───── Data excerpts
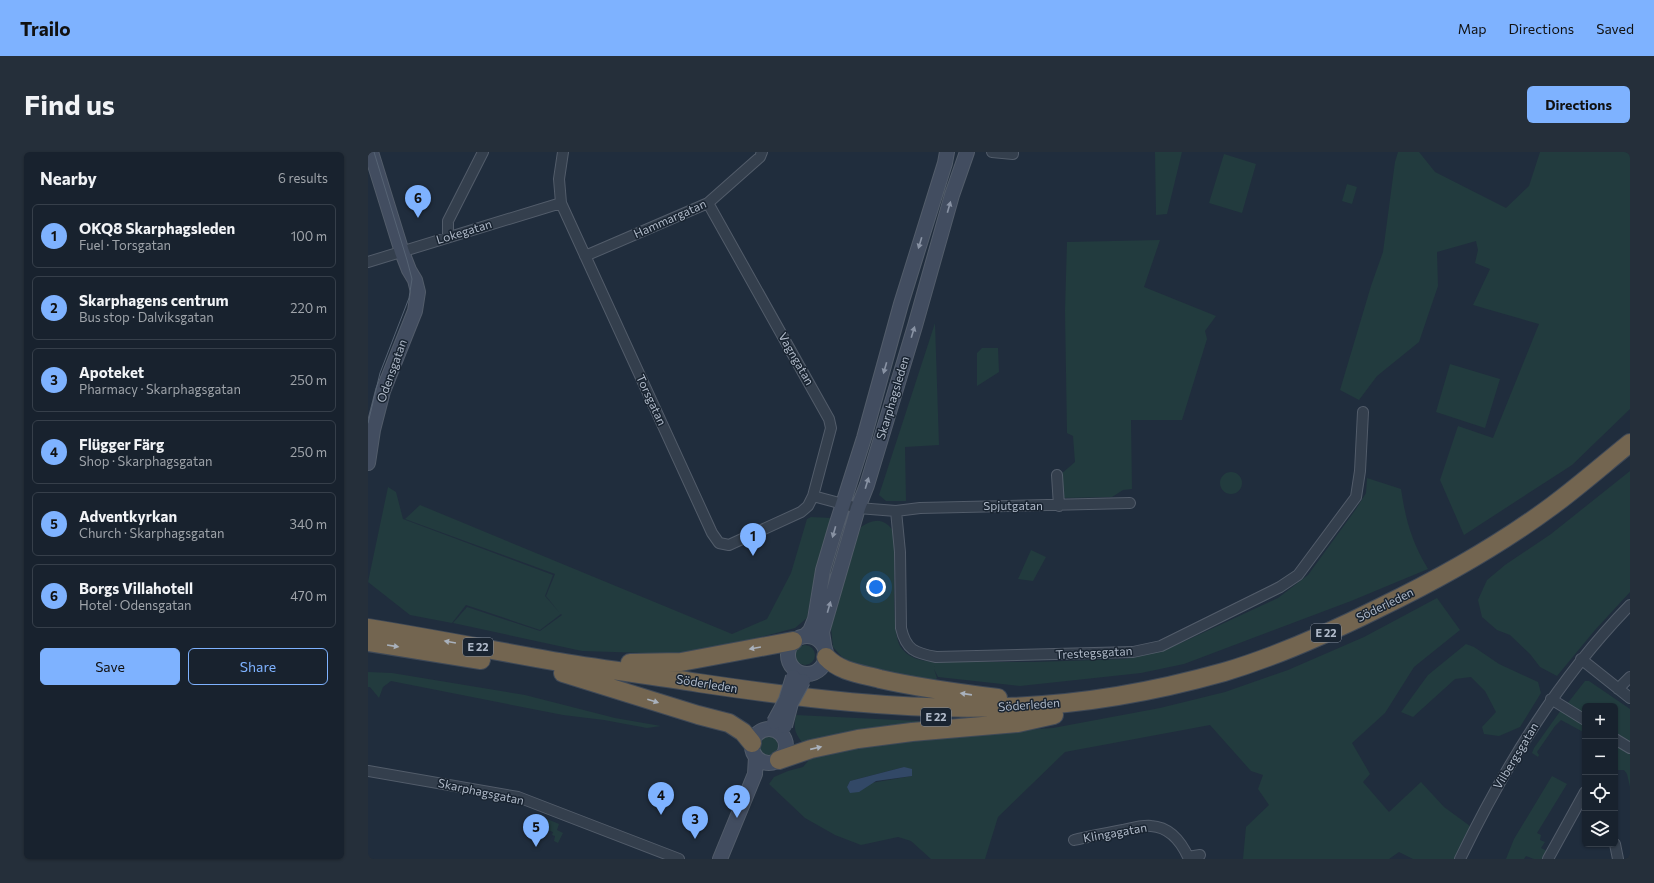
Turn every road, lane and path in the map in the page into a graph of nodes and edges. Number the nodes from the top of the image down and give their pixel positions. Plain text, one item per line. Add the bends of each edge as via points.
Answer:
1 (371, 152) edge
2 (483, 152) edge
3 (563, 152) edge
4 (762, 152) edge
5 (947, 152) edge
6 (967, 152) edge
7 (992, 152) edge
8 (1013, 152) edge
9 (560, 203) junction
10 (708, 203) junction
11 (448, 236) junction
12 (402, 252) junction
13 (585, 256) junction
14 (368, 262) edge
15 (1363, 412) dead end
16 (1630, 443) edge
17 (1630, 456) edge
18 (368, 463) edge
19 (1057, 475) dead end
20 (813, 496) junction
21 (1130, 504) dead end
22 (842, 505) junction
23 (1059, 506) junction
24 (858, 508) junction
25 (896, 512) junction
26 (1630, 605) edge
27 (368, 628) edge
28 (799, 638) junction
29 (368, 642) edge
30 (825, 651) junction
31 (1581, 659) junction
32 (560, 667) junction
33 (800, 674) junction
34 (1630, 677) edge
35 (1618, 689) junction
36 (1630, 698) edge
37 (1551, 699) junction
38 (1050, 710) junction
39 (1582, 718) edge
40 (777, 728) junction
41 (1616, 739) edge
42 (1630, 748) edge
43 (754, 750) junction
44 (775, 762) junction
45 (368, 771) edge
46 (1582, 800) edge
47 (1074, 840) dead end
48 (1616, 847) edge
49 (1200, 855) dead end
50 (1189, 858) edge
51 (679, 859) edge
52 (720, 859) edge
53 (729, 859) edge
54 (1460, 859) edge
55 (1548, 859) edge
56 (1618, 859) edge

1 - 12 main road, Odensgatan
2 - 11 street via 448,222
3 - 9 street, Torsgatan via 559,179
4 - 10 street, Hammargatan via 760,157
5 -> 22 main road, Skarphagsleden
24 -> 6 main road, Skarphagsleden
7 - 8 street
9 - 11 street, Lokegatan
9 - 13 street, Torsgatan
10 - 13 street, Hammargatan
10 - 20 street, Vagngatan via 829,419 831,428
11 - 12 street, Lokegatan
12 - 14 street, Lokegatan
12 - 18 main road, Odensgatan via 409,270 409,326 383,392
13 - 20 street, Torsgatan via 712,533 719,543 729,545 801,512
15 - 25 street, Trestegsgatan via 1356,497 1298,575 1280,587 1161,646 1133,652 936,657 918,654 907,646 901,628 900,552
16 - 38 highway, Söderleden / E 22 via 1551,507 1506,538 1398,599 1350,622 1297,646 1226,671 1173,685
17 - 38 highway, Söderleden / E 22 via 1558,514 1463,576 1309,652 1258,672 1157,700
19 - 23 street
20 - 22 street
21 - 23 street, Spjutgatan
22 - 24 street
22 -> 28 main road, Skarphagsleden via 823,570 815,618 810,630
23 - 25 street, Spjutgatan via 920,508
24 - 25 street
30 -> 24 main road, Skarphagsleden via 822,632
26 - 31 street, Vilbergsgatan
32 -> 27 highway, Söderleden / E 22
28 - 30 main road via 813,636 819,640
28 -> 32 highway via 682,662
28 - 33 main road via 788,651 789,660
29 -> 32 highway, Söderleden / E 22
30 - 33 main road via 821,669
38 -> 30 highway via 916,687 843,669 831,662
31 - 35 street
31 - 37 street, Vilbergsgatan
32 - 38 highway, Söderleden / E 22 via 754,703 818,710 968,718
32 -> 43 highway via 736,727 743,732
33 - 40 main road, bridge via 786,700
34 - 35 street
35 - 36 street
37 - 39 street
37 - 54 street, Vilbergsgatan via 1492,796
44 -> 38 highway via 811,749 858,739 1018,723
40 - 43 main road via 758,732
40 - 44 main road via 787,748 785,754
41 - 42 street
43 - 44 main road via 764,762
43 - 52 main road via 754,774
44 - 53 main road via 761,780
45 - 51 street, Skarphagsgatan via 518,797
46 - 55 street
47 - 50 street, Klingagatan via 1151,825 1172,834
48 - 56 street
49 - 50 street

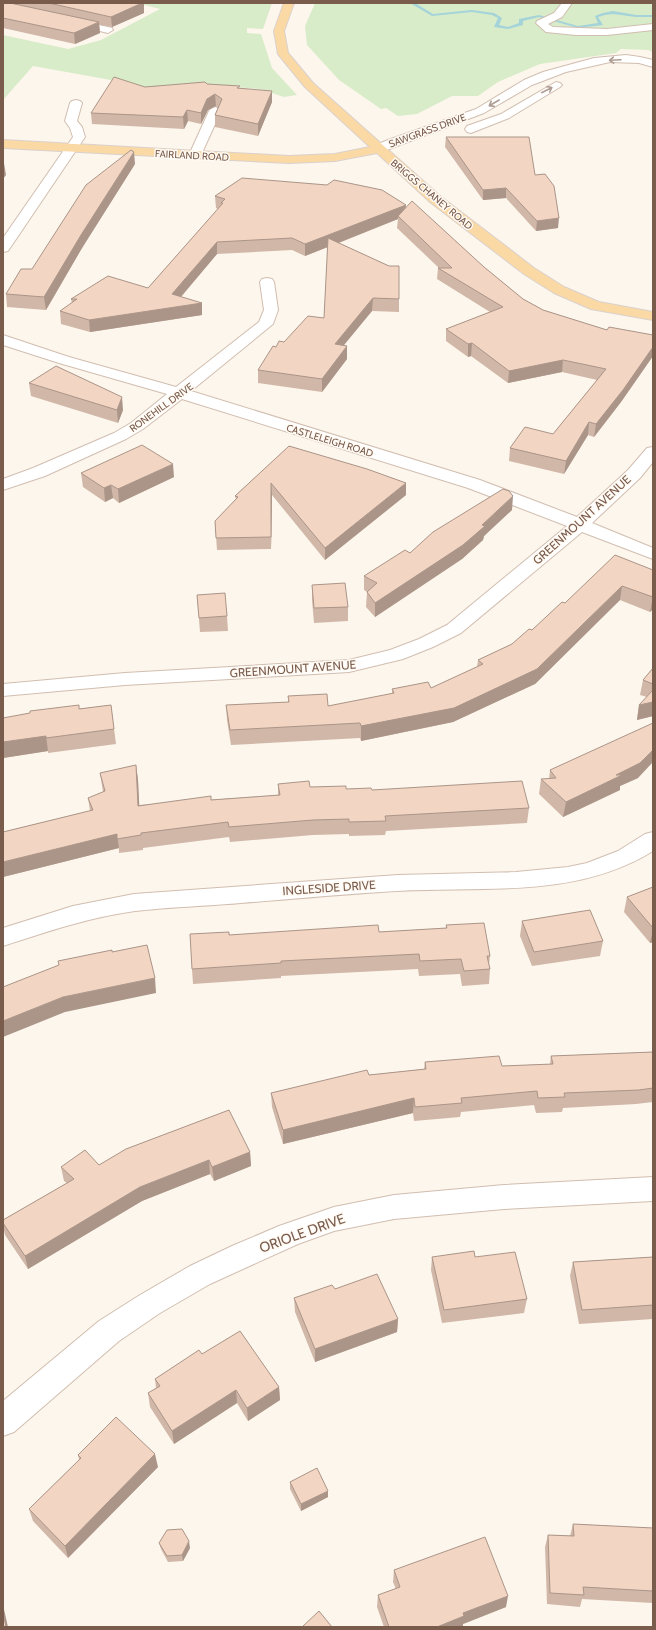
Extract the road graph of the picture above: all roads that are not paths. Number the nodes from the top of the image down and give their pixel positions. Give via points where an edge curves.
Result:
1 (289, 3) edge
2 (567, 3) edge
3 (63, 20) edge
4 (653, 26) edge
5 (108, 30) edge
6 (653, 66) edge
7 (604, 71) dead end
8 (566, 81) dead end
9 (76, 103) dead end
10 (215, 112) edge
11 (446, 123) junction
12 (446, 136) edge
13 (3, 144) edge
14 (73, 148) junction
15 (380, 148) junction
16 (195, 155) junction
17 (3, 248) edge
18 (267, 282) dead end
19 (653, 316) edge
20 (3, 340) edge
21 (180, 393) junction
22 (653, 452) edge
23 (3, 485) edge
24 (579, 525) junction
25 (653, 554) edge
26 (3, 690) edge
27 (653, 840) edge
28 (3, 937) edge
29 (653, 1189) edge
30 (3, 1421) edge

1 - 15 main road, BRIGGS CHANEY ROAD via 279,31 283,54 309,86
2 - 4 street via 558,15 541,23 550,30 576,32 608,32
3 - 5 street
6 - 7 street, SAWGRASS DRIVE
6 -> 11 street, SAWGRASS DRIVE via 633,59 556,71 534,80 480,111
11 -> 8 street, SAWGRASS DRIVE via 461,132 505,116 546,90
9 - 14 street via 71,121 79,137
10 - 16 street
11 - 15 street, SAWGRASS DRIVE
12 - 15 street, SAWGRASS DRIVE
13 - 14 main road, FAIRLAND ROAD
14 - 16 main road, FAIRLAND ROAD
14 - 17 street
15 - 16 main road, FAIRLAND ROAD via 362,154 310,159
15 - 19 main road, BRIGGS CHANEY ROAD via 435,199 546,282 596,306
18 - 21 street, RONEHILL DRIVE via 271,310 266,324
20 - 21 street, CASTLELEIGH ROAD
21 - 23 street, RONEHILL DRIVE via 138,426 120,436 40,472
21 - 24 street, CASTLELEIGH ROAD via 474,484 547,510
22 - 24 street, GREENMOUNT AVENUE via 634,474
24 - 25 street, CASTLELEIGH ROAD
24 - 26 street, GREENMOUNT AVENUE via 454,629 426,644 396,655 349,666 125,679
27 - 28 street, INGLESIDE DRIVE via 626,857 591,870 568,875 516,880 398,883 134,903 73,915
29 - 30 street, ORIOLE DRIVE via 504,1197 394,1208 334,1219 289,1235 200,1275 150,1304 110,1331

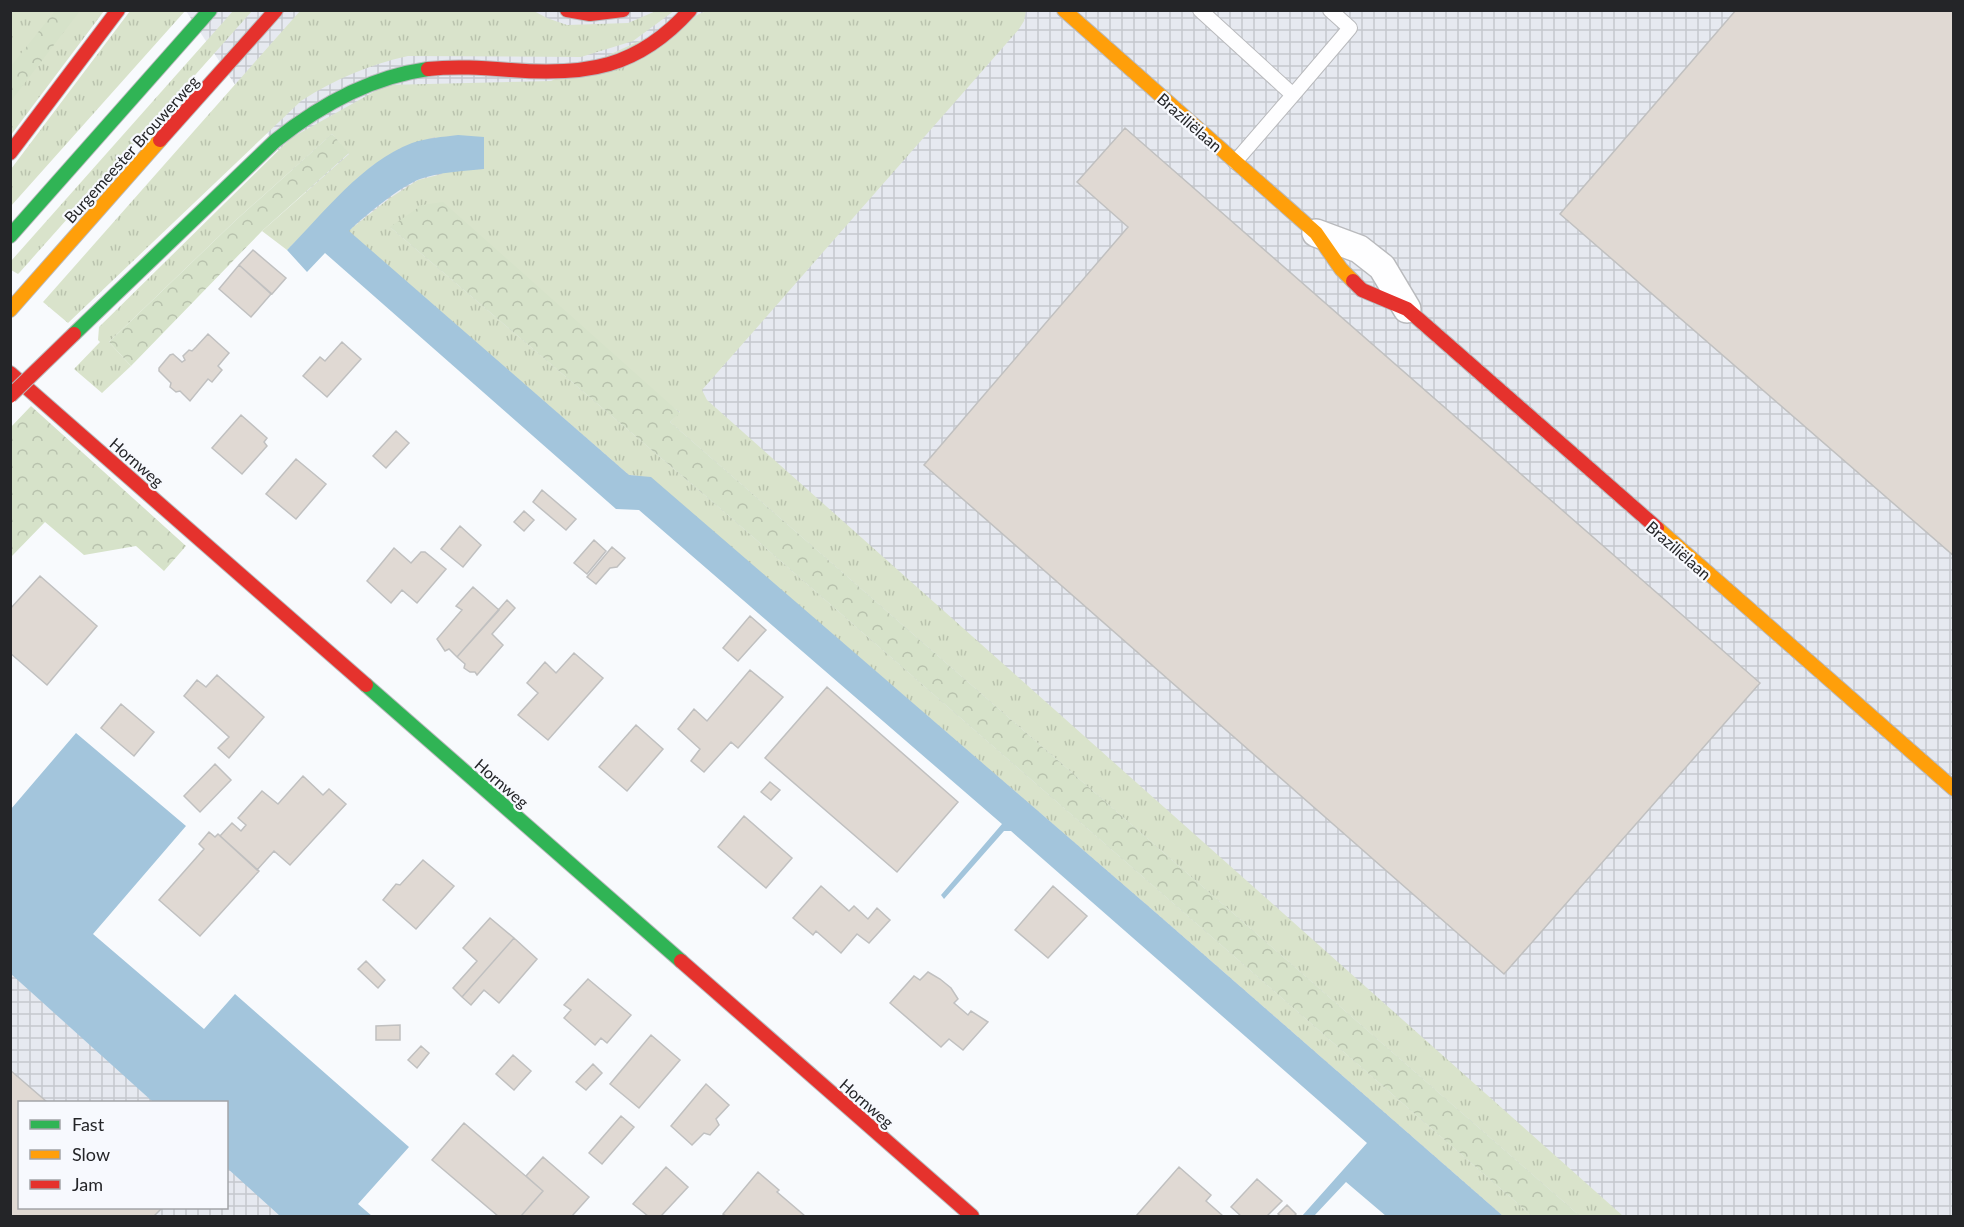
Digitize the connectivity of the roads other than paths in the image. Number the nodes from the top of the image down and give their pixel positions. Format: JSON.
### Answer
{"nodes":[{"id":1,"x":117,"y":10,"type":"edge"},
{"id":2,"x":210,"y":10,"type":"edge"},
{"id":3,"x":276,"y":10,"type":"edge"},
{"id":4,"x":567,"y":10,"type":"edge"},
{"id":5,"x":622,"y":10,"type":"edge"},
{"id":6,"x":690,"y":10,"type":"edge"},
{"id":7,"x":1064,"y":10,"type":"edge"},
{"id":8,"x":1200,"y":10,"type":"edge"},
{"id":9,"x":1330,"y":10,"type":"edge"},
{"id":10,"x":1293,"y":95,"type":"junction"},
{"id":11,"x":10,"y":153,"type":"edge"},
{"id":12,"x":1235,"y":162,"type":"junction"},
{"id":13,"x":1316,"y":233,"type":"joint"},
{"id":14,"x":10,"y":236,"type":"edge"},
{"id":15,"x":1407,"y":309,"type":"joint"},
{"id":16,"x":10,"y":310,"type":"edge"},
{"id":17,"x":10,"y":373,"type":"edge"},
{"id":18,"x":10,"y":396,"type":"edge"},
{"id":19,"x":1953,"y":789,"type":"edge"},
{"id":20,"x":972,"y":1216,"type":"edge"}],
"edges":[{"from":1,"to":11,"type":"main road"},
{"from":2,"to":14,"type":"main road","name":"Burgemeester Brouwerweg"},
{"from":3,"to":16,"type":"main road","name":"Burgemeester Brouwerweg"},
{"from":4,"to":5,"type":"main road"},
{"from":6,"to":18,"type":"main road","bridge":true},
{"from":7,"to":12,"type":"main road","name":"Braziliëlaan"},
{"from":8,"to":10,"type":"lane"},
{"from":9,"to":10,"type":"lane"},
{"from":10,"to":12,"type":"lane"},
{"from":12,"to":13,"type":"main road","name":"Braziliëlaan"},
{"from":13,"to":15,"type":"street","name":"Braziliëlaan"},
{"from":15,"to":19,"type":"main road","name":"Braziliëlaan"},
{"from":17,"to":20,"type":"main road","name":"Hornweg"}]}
──────────
> **Exercise directions**:
Where the line containing "Digitize the connectivity" appears in the data above, begin there and reproduce every line to the end exactly; include nothing else.

> **Completed exercise**:
Digitize the connectivity of the roads other than paths in the image. Number the nodes from the top of the image down and give their pixel positions. Format: JSON.
### Answer
{"nodes":[{"id":1,"x":117,"y":10,"type":"edge"},
{"id":2,"x":210,"y":10,"type":"edge"},
{"id":3,"x":276,"y":10,"type":"edge"},
{"id":4,"x":567,"y":10,"type":"edge"},
{"id":5,"x":622,"y":10,"type":"edge"},
{"id":6,"x":690,"y":10,"type":"edge"},
{"id":7,"x":1064,"y":10,"type":"edge"},
{"id":8,"x":1200,"y":10,"type":"edge"},
{"id":9,"x":1330,"y":10,"type":"edge"},
{"id":10,"x":1293,"y":95,"type":"junction"},
{"id":11,"x":10,"y":153,"type":"edge"},
{"id":12,"x":1235,"y":162,"type":"junction"},
{"id":13,"x":1316,"y":233,"type":"joint"},
{"id":14,"x":10,"y":236,"type":"edge"},
{"id":15,"x":1407,"y":309,"type":"joint"},
{"id":16,"x":10,"y":310,"type":"edge"},
{"id":17,"x":10,"y":373,"type":"edge"},
{"id":18,"x":10,"y":396,"type":"edge"},
{"id":19,"x":1953,"y":789,"type":"edge"},
{"id":20,"x":972,"y":1216,"type":"edge"}],
"edges":[{"from":1,"to":11,"type":"main road"},
{"from":2,"to":14,"type":"main road","name":"Burgemeester Brouwerweg"},
{"from":3,"to":16,"type":"main road","name":"Burgemeester Brouwerweg"},
{"from":4,"to":5,"type":"main road"},
{"from":6,"to":18,"type":"main road","bridge":true},
{"from":7,"to":12,"type":"main road","name":"Braziliëlaan"},
{"from":8,"to":10,"type":"lane"},
{"from":9,"to":10,"type":"lane"},
{"from":10,"to":12,"type":"lane"},
{"from":12,"to":13,"type":"main road","name":"Braziliëlaan"},
{"from":13,"to":15,"type":"street","name":"Braziliëlaan"},
{"from":15,"to":19,"type":"main road","name":"Braziliëlaan"},
{"from":17,"to":20,"type":"main road","name":"Hornweg"}]}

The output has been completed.